Nothing could be seen of the several hundred guardsmen that had been policing the Plaza or of any organized effort to suppress the disturbance.  Apparently, the civil guards had been swept away, retreated, or found sanctuary in the temples.

Satisfied that he had seen all that there was to see at the moment, he made his way back around to Lhyrchoos.

"How does it look?" the scholar asked as he approached.

"None better," Stromhaeldnt told him.  "It might be some time before we're able to leave.  I'm going down to check on my men.  Will you need any assistance to descend?"

Lhyrchoos stood up.  "No, I have recovered, thank you.  I do think that I will tarry a bit, if you have no objection.  I have always wanted to have a look out these windows, so many times have I gazed up at them, so I feel I must take advantage of my opportunity while I am here."

Stromhaeldnt found the ceannaire and the legionnaires standing in a loose group at the intersection of the entranceway and the main hall.  They had been chatting, but quieted when he arrived.

"Both doors already locked and barred, sir," Pedgel reported.  "One was at the rear of the building and one was in the second level underground.  Must be tunnels down there, but we didn't open it to see."

"Excellent."

"So, sir, what's the plan?"

Stromhaeldnt shrugged.  Inside the stout walls of the Library might be the safest place for him and his tiny command. Venturing out, for whatever purpose, struck him as a bad idea all the way around.

"The last order that I received was to protect the Library.  So that's what we'll do.  Until relieved by competent authority, we hold here.  I certainly don't want to go out into the chaos."

"Then, we might better check around and see if we can find any water or food, sir."

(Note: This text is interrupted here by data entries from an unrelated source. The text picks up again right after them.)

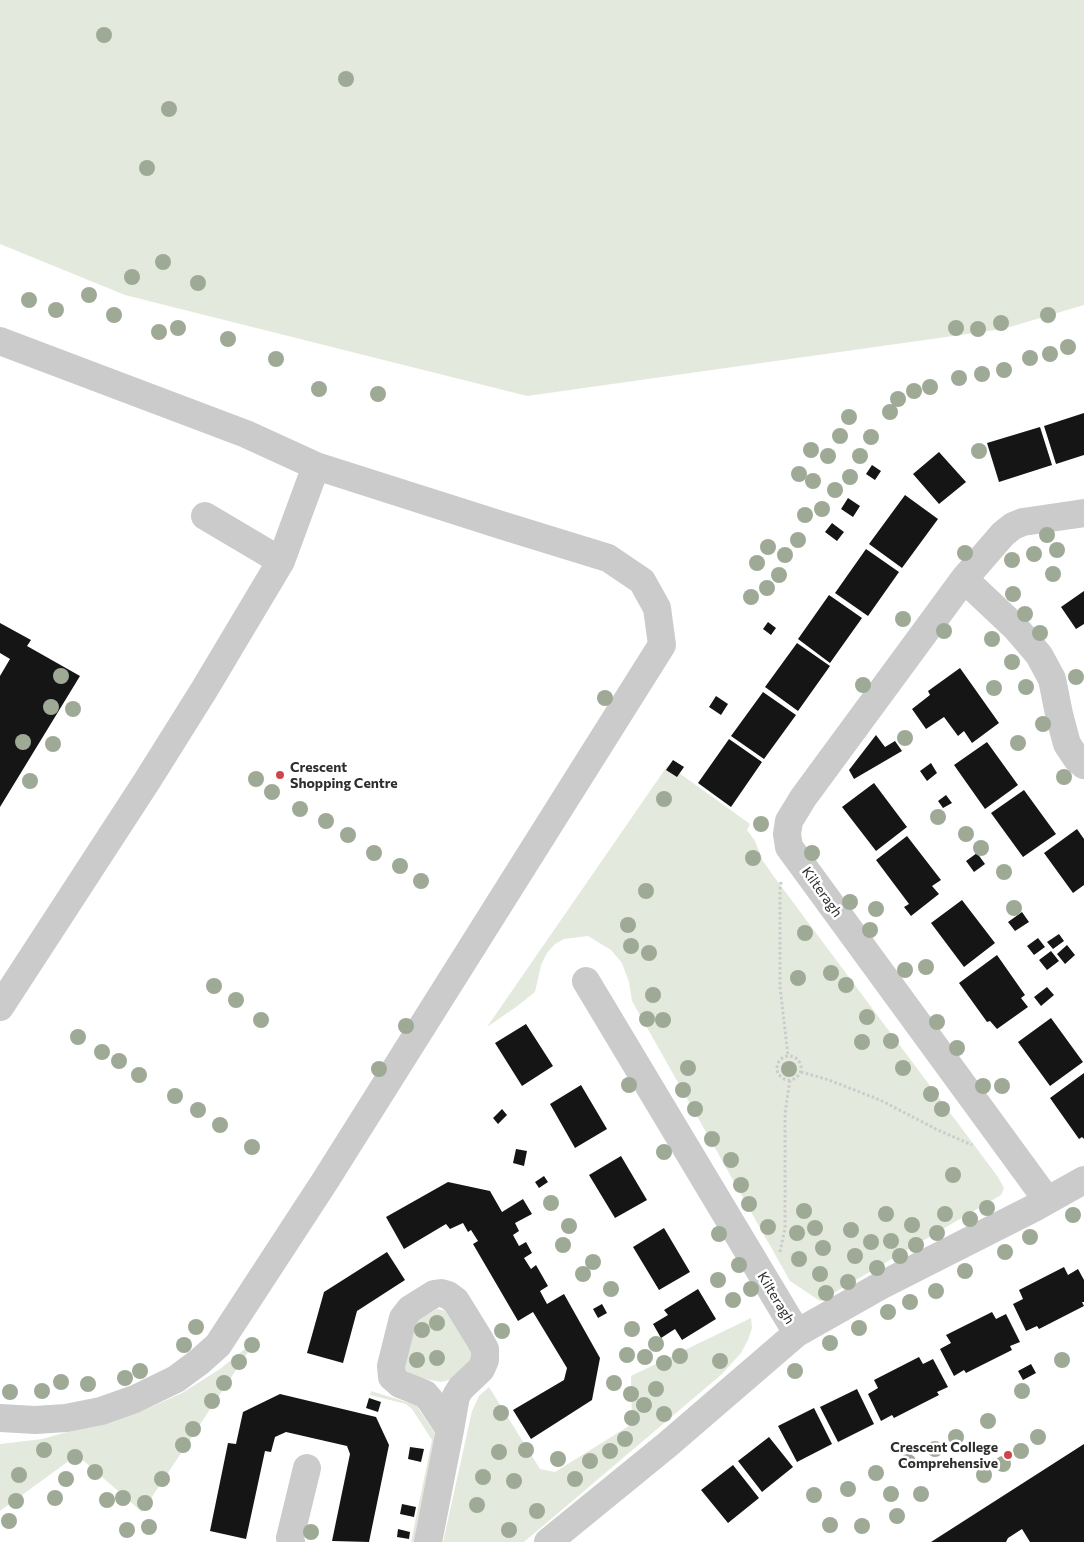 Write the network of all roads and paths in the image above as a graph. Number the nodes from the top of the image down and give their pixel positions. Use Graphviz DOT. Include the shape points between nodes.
graph roads {
  1 [pos="0,340"];
  2 [pos="316,466"];
  3 [pos="1084,512"];
  4 [pos="205,516"];
  5 [pos="281,561"];
  6 [pos="964,579"];
  7 [pos="1084,765"];
  8 [pos="789,847"];
  9 [pos="586,981"];
  10 [pos="0,1007"];
  11 [pos="788,1056"];
  12 [pos="801,1072"];
  13 [pos="790,1080"];
  14 [pos="1009,1150"];
  15 [pos="1084,1180"];
  16 [pos="1047,1200"];
  17 [pos="769,1287"];
  18 [pos="797,1333"];
  19 [pos="0,1418"];
  20 [pos="450,1430"];
  21 [pos="307,1468"];
  22 [pos="291,1542"];
  23 [pos="428,1542"];
  24 [pos="548,1542"];
  1 -- 2 [label="street" via="246,434"];
  2 -- 5 [label="street"];
  2 -- 19 [label="street" via="608,558 642,581 657,608 662,645 325,1181 218,1345 176,1378 135,1400 66,1418"];
  3 -- 6 [label="street" via="1013,526"];
  4 -- 5 [label="street"];
  5 -- 10 [label="street" via="147,781"];
  6 -- 7 [label="street" via="1016,627 1039,655 1052,680 1068,744"];
  6 -- 8 [label="street" via="796,808 789,820"];
  8 -- 11 [label="path" via="780,889 780,987"];
  8 -- 14 [label="street, Kilteragh"];
  9 -- 17 [label="street, Kilteragh"];
  11 -- 12 [label="path" via="800,1062"];
  11 -- 13 [label="path" via="780,1060 777,1069 781,1078"];
  12 -- 13 [label="path"];
  12 -- 14 [label="path" via="880,1100 973,1146"];
  13 -- 17 [label="path" via="785,1112 785,1228"];
  14 -- 16 [label="street, Kilteragh"];
  15 -- 16 [label="street, Kilteragh"];
  16 -- 18 [label="street, Kilteragh" via="880,1286"];
  17 -- 18 [label="street, Kilteragh"];
  18 -- 24 [label="street, Kilteragh"];
  20 -- 20 [label="street" via="425,1394 400,1384 392,1377 391,1366 403,1318 410,1309 434,1294 448,1295 456,1300 485,1349 485,1360 480,1369 456,1396"];
  20 -- 23 [label="street"];
  21 -- 22 [label="street"];
}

"Good idea, Pedgel.  We could be here for a while."

 

TWENTY-NINE

143rd Year of the Reign of the City

(Thirdday, Waning, 3rd Springmoon, 1645 After the Fall of the Empire)

Khalar

 

Today, the Avenue of the Exalted Emperors was all but deserted.  The area from the Plaza of the Empire up to the Viceroy's palace was mainly residential in nature, and the avenue was lined with the townhouses of the affluent and the villas of the rich. Many of the gates of the villas and the doors of the well appointed homes were decorated with flowers and bright ribbon in celebration of the festival, but, like the bulk of the residents of the Old City, the factors, merchants, and bureaucrats who lived hereabout would not be making the short pilgrimage to the holy places.  They would prudently celebrate Summer Advent behind closed doors and leave the temples of the Plaza of the Empire to the raucous throngs of parading faithful that would cross the river from the Lower City. 

The distance from the Viceroy's Palace to the plaza was less than a league and Purhlea had chosen to walk, rather than use the skyship launch that was permanently tasked to his use.  He had no intention of staying at the celebrations long, but as Viceroy of Khalar, his appearance was obligatory.

"I am glad to get the exercise," he told Legate Khraake as they strode along the vacant central promenade.  "I spend way too much time fighting with paperwork instead of practicing with my sword.  What Khalar needs is an administrator, not a field commander.  I am going to send another request to the Emperor to replace me."

"What number would that be, my lord?" Khraake asked, half-smiling.

A tall, rush-haired native Khalarii who had joined the Guard after the Emperor's coronation, Khraake was, like Purhlea and the four guardsmen that accompanied them, dressed in the traditional Khalarii Summer Advent festival attire of raw wool trousers, white cotton shirt, rawhide sandals, and flower garlands. 

Purhlea had selected the members of his own guard detail based upon proven intelligence, demonstrated circumspection, martial ability, and submission to the king through the Blood Oath.  Early on, Khraake had shown a strong propensity for leadership and had been promoted accordingly.